__WHAT YOU ARE ASKED TO DO__.
Scan the entries below and give the number of lines containing "roads", with no accompanying words.

__EXERCISE MATERIALS__.
%%
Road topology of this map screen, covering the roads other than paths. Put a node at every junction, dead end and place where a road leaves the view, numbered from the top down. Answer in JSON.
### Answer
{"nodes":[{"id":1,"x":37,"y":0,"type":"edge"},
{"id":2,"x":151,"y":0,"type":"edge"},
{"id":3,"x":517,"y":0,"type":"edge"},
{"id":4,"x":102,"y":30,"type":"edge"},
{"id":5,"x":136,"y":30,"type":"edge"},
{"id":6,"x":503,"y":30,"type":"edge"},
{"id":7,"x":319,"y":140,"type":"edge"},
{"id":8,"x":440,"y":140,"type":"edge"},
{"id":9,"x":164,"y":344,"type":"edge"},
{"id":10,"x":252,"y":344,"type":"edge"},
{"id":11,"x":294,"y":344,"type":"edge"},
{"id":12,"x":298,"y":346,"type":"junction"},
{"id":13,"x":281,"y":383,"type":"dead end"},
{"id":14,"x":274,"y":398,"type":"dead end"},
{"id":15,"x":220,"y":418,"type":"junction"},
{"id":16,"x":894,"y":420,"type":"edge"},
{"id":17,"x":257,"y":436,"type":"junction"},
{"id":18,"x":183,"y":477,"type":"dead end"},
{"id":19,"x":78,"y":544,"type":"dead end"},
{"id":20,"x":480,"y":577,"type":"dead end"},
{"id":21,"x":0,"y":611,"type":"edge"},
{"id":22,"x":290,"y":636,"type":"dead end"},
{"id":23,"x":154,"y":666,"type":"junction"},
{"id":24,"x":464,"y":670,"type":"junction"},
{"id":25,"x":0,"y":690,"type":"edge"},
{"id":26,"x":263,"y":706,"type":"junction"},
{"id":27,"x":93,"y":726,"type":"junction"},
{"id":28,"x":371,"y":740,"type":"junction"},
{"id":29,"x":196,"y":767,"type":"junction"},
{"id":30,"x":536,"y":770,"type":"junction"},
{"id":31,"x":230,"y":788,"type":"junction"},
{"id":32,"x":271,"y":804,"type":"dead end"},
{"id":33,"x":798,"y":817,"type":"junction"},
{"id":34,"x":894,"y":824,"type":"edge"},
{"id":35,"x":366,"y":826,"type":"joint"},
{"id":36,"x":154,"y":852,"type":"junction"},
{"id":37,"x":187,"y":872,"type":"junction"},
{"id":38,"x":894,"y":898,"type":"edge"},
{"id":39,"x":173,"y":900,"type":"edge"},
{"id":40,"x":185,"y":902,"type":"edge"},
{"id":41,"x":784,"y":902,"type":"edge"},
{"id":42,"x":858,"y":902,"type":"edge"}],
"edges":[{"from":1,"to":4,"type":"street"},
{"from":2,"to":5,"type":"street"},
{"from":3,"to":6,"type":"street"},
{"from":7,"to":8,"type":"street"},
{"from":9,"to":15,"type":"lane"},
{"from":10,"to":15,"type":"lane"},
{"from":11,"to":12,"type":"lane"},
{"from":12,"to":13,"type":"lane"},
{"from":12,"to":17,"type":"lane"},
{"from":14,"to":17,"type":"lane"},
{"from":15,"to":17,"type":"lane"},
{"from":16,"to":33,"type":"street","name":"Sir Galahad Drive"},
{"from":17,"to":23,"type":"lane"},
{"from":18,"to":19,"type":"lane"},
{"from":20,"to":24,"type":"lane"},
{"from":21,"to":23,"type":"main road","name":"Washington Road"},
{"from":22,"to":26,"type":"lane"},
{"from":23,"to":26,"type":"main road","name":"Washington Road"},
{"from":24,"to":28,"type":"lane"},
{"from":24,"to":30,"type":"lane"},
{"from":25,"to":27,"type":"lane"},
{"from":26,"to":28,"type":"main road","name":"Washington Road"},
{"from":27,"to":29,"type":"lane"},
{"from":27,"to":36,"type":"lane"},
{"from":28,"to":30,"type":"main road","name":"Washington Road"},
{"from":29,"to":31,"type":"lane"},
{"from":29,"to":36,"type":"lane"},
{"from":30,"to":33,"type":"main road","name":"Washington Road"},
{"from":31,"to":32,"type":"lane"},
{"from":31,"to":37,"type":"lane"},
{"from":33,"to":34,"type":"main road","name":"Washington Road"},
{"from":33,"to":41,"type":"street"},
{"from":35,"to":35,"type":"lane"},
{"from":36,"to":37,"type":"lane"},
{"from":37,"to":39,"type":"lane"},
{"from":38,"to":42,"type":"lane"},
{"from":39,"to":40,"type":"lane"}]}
%%
%%
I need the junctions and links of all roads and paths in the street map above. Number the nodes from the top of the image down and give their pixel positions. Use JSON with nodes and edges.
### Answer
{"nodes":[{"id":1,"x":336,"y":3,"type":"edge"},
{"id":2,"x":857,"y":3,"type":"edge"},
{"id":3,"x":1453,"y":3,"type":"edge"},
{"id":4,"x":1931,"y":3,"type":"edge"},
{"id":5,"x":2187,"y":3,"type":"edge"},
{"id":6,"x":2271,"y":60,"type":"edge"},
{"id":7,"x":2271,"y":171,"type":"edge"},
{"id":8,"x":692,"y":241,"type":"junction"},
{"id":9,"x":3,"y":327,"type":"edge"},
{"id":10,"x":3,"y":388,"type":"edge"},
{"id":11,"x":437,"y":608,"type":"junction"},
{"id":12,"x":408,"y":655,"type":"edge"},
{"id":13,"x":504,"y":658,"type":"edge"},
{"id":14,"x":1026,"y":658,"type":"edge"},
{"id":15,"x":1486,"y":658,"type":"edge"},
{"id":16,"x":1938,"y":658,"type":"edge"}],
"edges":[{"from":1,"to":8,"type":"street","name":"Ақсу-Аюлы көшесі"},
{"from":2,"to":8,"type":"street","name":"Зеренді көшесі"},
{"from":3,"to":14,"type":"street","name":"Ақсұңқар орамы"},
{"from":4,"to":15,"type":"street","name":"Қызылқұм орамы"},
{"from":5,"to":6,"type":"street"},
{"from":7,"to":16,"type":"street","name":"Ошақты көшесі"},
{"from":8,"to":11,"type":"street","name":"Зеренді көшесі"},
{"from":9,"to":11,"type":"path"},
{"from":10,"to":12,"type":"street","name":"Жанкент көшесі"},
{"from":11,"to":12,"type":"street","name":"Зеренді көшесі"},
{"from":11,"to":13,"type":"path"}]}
%%
%%
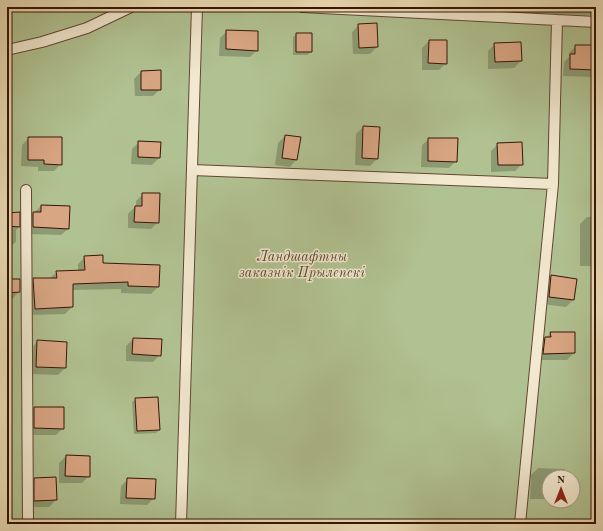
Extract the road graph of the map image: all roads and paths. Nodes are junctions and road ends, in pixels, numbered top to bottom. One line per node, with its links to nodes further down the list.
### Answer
%%
__YOUR SOLUTION__.
3